Heather Brand

Personal information
- Full name: Heather Brand
- National team: Zimbabwe
- Born: 17 November 1982 (age 43) Harare, Zimbabwe
- Height: 1.73 m (5 ft 8 in)
- Weight: 60 kg (132 lb)

Sport
- Sport: Swimming
- Strokes: Freestyle, butterfly
- Club: King Aquatic Club (U.S.)
- College team: Louisiana State University (U.S.)
- Coach: Sean Hutchison (U.S.)

Medal record
Women's swimming
Representing Zimbabwe
All-Africa Games
| Silver medal – second place | 2007 Algiers | 50 m freestyle |
| Silver medal – second place | 2007 Algiers | 50 m butterfly |
| Silver medal – second place | 2007 Algiers | 100 m butterfly |
| Bronze medal – third place | 2007 Algiers | 100 m freestyle |
| Bronze medal – third place | 2007 Algiers | 200 m butterfly |

= Heather Brand =

Zimbabwean swimmer

Heather Brand (born 17 November 1982) is a Zimbabwean swimmer, who specialised in freestyle and butterfly events. Brand had claimed a total of five medals (three silver and two bronze) at the 2007 All-Africa Games in Algiers, Algeria, and eventually represented her nation Zimbabwe in the 100 m butterfly at the 2008 Summer Olympics. Apart from her medal treasury, Brand also established five long and short-course national records in all butterfly events at a major international competition, spanning three editions of the World Championships.

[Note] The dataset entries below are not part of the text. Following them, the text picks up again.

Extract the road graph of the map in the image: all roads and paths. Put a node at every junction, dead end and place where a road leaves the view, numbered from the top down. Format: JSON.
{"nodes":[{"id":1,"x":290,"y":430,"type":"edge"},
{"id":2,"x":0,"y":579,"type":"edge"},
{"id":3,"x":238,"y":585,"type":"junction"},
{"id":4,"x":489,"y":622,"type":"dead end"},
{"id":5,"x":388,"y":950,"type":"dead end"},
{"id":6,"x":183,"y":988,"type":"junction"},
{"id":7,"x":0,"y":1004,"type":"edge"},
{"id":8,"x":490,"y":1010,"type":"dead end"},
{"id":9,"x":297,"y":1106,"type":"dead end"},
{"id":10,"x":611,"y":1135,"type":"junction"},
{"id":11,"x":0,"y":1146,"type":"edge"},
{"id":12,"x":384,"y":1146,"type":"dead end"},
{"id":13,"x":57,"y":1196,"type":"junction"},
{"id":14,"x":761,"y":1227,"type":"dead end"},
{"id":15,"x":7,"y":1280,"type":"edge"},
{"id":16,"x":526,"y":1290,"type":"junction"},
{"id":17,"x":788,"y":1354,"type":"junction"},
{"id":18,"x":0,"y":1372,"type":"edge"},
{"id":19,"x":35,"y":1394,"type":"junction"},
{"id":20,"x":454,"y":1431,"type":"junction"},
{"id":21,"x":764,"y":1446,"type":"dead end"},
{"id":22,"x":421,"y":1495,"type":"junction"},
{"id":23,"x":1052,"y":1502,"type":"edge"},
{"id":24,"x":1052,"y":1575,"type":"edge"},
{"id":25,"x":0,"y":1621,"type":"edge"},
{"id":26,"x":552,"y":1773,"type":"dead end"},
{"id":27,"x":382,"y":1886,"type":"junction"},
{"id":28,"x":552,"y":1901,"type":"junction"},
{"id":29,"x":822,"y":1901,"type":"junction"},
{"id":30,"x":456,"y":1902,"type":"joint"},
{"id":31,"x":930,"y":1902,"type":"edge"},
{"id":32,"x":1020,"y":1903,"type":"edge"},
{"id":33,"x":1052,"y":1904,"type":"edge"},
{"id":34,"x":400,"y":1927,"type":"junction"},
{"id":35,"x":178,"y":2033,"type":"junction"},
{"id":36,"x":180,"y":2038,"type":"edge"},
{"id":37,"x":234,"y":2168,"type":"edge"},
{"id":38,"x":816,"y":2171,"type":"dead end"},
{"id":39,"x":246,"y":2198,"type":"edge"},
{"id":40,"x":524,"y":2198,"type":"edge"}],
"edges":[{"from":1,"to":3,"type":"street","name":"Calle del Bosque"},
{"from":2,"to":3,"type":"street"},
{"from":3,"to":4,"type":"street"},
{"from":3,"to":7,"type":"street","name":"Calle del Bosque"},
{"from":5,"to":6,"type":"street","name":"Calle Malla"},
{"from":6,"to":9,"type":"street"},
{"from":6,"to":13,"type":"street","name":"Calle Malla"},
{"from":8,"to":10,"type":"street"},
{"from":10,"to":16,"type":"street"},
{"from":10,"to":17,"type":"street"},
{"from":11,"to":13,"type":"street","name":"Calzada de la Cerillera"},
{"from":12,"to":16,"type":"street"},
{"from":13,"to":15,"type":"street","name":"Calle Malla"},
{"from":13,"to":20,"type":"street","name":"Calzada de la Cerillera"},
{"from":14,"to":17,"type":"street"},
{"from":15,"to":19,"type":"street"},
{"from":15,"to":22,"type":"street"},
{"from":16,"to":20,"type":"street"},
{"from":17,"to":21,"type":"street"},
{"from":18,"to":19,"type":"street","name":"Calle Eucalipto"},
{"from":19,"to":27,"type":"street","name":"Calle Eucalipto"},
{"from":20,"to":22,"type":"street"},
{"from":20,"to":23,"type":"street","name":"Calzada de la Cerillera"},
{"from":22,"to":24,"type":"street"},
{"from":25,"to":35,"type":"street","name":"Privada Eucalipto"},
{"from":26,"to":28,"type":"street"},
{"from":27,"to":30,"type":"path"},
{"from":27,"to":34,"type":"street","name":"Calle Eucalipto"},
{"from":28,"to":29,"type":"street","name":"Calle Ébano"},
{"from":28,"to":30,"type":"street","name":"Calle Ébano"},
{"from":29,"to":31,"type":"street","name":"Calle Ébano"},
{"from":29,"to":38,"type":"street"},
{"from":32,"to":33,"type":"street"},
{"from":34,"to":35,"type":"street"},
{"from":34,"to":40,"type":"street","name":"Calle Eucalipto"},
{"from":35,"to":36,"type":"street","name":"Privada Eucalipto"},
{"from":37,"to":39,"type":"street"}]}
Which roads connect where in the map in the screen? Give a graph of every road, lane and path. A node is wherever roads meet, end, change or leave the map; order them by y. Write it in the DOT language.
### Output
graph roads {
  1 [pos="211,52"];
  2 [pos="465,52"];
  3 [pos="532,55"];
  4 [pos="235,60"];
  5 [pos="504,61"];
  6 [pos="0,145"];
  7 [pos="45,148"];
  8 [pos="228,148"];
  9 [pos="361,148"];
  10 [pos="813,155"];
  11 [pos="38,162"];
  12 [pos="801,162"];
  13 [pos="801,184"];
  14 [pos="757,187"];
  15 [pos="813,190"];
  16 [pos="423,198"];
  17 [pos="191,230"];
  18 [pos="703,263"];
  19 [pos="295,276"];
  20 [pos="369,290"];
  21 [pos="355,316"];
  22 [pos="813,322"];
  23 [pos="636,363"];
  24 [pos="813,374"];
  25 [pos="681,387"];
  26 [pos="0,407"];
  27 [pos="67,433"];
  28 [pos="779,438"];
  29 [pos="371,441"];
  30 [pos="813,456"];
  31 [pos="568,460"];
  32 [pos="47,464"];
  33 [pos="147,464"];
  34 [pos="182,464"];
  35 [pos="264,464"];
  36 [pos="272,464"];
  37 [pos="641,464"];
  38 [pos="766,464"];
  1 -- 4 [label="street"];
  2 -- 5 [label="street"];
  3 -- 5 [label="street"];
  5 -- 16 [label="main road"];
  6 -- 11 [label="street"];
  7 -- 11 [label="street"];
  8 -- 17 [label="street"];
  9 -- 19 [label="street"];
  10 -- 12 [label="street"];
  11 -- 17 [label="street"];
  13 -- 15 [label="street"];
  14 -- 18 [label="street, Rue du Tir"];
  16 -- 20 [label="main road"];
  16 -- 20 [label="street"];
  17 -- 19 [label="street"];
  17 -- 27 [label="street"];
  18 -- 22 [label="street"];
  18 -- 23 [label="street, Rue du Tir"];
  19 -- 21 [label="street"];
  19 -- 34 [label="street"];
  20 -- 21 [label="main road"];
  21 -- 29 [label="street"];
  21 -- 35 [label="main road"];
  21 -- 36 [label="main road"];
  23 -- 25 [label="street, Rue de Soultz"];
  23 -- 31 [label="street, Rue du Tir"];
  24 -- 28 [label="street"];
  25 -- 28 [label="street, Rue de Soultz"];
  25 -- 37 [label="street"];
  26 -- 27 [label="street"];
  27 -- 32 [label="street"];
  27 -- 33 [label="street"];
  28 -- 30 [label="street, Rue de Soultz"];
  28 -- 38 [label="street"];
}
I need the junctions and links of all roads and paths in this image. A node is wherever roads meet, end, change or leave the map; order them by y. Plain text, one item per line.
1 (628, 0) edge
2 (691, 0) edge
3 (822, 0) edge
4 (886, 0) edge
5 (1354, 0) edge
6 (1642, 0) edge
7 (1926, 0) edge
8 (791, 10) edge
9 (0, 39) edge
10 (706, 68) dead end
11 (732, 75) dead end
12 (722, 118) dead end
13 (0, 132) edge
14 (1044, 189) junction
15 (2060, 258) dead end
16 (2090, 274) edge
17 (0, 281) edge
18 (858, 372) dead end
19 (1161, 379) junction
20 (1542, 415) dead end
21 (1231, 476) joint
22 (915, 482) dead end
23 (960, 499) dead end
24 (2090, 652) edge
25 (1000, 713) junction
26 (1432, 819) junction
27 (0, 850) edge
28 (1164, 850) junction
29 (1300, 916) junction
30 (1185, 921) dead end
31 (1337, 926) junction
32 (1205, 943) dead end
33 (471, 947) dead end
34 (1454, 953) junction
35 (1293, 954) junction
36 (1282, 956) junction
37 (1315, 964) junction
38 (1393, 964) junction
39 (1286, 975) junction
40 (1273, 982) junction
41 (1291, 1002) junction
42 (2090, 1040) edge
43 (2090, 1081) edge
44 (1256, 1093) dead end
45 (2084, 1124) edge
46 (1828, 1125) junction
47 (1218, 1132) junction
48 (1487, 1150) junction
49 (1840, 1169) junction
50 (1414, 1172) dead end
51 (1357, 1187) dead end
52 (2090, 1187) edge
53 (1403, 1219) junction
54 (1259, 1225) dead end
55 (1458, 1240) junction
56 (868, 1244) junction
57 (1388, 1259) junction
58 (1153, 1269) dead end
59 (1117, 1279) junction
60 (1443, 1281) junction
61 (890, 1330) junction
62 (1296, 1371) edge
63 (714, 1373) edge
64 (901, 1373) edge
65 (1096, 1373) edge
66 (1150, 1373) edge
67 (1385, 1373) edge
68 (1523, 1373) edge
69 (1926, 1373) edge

Brand competed for Zimbabwe in the women's 100 m butterfly at the 2008 Summer Olympics in Beijing. She scored a solid Zimbabwean record of 1:00.61 to capture the 100 m butterfly crown and slide under the FINA B-cut (1:01.43) by nearly a full second at the All-Africa Games one year earlier. Swimming on the outside in heat three, Brand wound up last in a disappointing 1:01.39 to round out the eight-female pack, over two seconds behind the leader Birgit Koschischek of Austria. Brand failed to advance to the semifinals, as she placed forty-second overall out of 49 swimmers in the prelims.

Brand is the former captain of the LSU swimming team and a graduate of wildlife management at the Louisiana State University in Baton Rouge, Louisiana. She is also a resident athlete of King Aquatic Club in Federal Way, Washington, where she trained with numerous world-class swimmers, including Margaret Hoelzer and Megan Jendrick of the United States (both of whom were Olympic medalists), and Svetlana Karpeeva, an individual medley specialist from Russia.